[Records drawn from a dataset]
--- START ---
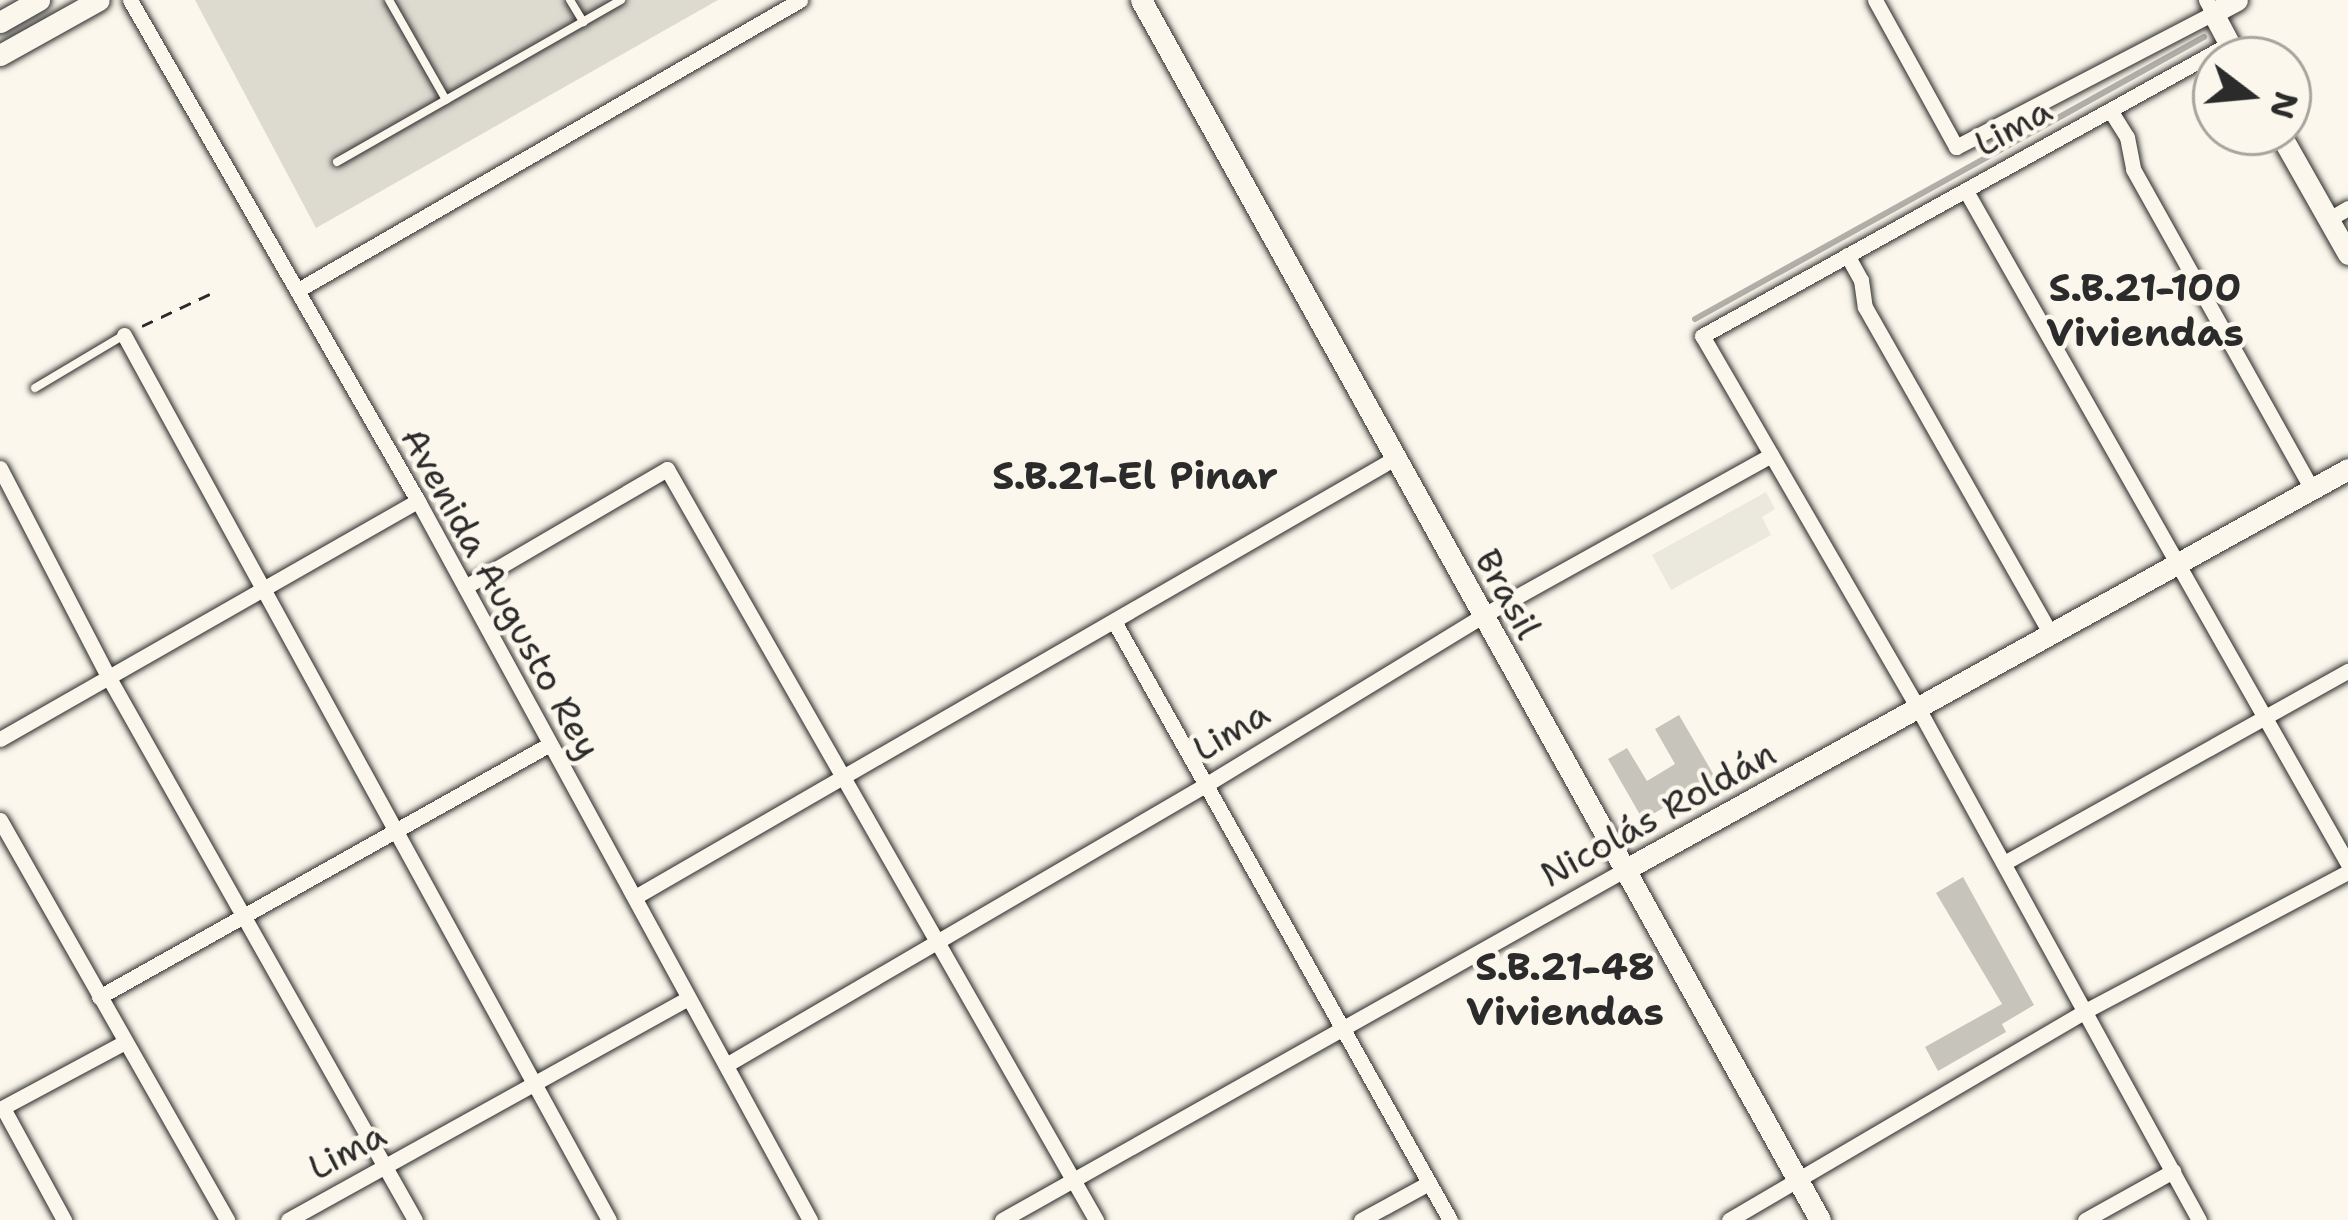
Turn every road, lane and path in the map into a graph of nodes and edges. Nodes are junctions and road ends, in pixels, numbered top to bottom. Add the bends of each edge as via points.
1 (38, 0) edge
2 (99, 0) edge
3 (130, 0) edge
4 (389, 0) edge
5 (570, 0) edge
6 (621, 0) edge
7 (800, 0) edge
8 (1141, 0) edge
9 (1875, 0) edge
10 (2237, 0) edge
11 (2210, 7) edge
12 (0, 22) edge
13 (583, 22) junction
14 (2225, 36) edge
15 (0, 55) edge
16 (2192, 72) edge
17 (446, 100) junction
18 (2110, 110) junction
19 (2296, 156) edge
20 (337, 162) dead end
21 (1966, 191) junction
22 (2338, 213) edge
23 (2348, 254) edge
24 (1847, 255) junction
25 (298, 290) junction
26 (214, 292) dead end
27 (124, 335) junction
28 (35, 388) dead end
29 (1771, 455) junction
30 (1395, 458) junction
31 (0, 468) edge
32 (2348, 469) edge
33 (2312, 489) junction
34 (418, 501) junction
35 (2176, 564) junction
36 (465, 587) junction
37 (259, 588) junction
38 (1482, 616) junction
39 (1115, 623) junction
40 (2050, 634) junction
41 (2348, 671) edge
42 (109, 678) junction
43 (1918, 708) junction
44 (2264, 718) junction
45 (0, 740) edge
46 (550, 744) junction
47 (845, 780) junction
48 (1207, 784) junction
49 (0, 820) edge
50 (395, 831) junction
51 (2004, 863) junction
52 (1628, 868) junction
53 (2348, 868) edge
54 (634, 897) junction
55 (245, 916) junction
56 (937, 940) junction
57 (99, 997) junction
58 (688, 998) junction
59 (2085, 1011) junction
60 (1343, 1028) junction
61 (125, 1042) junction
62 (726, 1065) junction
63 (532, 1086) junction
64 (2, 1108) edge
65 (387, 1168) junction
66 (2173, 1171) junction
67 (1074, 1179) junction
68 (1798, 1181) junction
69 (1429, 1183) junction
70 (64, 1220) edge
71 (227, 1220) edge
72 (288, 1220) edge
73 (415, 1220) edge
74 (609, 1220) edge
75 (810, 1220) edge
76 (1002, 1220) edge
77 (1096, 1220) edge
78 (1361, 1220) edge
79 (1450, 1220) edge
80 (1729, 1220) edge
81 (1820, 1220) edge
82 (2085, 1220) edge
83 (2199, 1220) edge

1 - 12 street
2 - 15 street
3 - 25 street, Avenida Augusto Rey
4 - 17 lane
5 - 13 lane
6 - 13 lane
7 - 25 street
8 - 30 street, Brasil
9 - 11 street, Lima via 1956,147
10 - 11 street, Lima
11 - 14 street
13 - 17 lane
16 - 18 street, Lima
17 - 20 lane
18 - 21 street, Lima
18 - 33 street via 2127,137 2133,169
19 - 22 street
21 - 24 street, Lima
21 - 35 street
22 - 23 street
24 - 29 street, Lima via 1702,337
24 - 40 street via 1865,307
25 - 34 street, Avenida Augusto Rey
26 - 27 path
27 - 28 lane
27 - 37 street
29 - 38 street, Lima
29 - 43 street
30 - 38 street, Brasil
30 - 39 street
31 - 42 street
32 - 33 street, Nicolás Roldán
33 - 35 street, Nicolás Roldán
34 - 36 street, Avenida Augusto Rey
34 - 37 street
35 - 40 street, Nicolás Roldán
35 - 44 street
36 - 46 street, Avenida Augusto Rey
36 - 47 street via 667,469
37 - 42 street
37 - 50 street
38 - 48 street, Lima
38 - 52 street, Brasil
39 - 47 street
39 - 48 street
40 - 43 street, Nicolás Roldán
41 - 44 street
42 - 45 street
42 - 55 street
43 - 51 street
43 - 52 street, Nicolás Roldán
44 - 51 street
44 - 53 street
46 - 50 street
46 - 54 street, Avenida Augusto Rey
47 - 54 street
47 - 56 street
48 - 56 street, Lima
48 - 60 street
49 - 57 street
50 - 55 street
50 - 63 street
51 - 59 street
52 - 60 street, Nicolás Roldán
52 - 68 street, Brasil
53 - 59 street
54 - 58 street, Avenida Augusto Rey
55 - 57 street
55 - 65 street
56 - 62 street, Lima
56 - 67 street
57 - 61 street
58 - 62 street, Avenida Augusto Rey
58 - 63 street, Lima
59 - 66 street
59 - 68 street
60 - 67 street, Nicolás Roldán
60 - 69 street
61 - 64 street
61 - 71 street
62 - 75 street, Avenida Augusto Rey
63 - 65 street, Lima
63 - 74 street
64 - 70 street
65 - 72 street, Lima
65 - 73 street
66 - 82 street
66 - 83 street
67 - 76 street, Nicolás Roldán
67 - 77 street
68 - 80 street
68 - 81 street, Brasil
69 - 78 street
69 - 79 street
--- END ---
## ACTIVITY
Transcribe each record exactly as it stands, setting aside any pictures.

## SOLUTION FOR THIS EXERCISE
Turn every road, lane and path in the map into a graph of nodes and edges. Nodes are junctions and road ends, in pixels, numbered top to bottom. Add the bends of each edge as via points.
1 (38, 0) edge
2 (99, 0) edge
3 (130, 0) edge
4 (389, 0) edge
5 (570, 0) edge
6 (621, 0) edge
7 (800, 0) edge
8 (1141, 0) edge
9 (1875, 0) edge
10 (2237, 0) edge
11 (2210, 7) edge
12 (0, 22) edge
13 (583, 22) junction
14 (2225, 36) edge
15 (0, 55) edge
16 (2192, 72) edge
17 (446, 100) junction
18 (2110, 110) junction
19 (2296, 156) edge
20 (337, 162) dead end
21 (1966, 191) junction
22 (2338, 213) edge
23 (2348, 254) edge
24 (1847, 255) junction
25 (298, 290) junction
26 (214, 292) dead end
27 (124, 335) junction
28 (35, 388) dead end
29 (1771, 455) junction
30 (1395, 458) junction
31 (0, 468) edge
32 (2348, 469) edge
33 (2312, 489) junction
34 (418, 501) junction
35 (2176, 564) junction
36 (465, 587) junction
37 (259, 588) junction
38 (1482, 616) junction
39 (1115, 623) junction
40 (2050, 634) junction
41 (2348, 671) edge
42 (109, 678) junction
43 (1918, 708) junction
44 (2264, 718) junction
45 (0, 740) edge
46 (550, 744) junction
47 (845, 780) junction
48 (1207, 784) junction
49 (0, 820) edge
50 (395, 831) junction
51 (2004, 863) junction
52 (1628, 868) junction
53 (2348, 868) edge
54 (634, 897) junction
55 (245, 916) junction
56 (937, 940) junction
57 (99, 997) junction
58 (688, 998) junction
59 (2085, 1011) junction
60 (1343, 1028) junction
61 (125, 1042) junction
62 (726, 1065) junction
63 (532, 1086) junction
64 (2, 1108) edge
65 (387, 1168) junction
66 (2173, 1171) junction
67 (1074, 1179) junction
68 (1798, 1181) junction
69 (1429, 1183) junction
70 (64, 1220) edge
71 (227, 1220) edge
72 (288, 1220) edge
73 (415, 1220) edge
74 (609, 1220) edge
75 (810, 1220) edge
76 (1002, 1220) edge
77 (1096, 1220) edge
78 (1361, 1220) edge
79 (1450, 1220) edge
80 (1729, 1220) edge
81 (1820, 1220) edge
82 (2085, 1220) edge
83 (2199, 1220) edge

1 - 12 street
2 - 15 street
3 - 25 street, Avenida Augusto Rey
4 - 17 lane
5 - 13 lane
6 - 13 lane
7 - 25 street
8 - 30 street, Brasil
9 - 11 street, Lima via 1956,147
10 - 11 street, Lima
11 - 14 street
13 - 17 lane
16 - 18 street, Lima
17 - 20 lane
18 - 21 street, Lima
18 - 33 street via 2127,137 2133,169
19 - 22 street
21 - 24 street, Lima
21 - 35 street
22 - 23 street
24 - 29 street, Lima via 1702,337
24 - 40 street via 1865,307
25 - 34 street, Avenida Augusto Rey
26 - 27 path
27 - 28 lane
27 - 37 street
29 - 38 street, Lima
29 - 43 street
30 - 38 street, Brasil
30 - 39 street
31 - 42 street
32 - 33 street, Nicolás Roldán
33 - 35 street, Nicolás Roldán
34 - 36 street, Avenida Augusto Rey
34 - 37 street
35 - 40 street, Nicolás Roldán
35 - 44 street
36 - 46 street, Avenida Augusto Rey
36 - 47 street via 667,469
37 - 42 street
37 - 50 street
38 - 48 street, Lima
38 - 52 street, Brasil
39 - 47 street
39 - 48 street
40 - 43 street, Nicolás Roldán
41 - 44 street
42 - 45 street
42 - 55 street
43 - 51 street
43 - 52 street, Nicolás Roldán
44 - 51 street
44 - 53 street
46 - 50 street
46 - 54 street, Avenida Augusto Rey
47 - 54 street
47 - 56 street
48 - 56 street, Lima
48 - 60 street
49 - 57 street
50 - 55 street
50 - 63 street
51 - 59 street
52 - 60 street, Nicolás Roldán
52 - 68 street, Brasil
53 - 59 street
54 - 58 street, Avenida Augusto Rey
55 - 57 street
55 - 65 street
56 - 62 street, Lima
56 - 67 street
57 - 61 street
58 - 62 street, Avenida Augusto Rey
58 - 63 street, Lima
59 - 66 street
59 - 68 street
60 - 67 street, Nicolás Roldán
60 - 69 street
61 - 64 street
61 - 71 street
62 - 75 street, Avenida Augusto Rey
63 - 65 street, Lima
63 - 74 street
64 - 70 street
65 - 72 street, Lima
65 - 73 street
66 - 82 street
66 - 83 street
67 - 76 street, Nicolás Roldán
67 - 77 street
68 - 80 street
68 - 81 street, Brasil
69 - 78 street
69 - 79 street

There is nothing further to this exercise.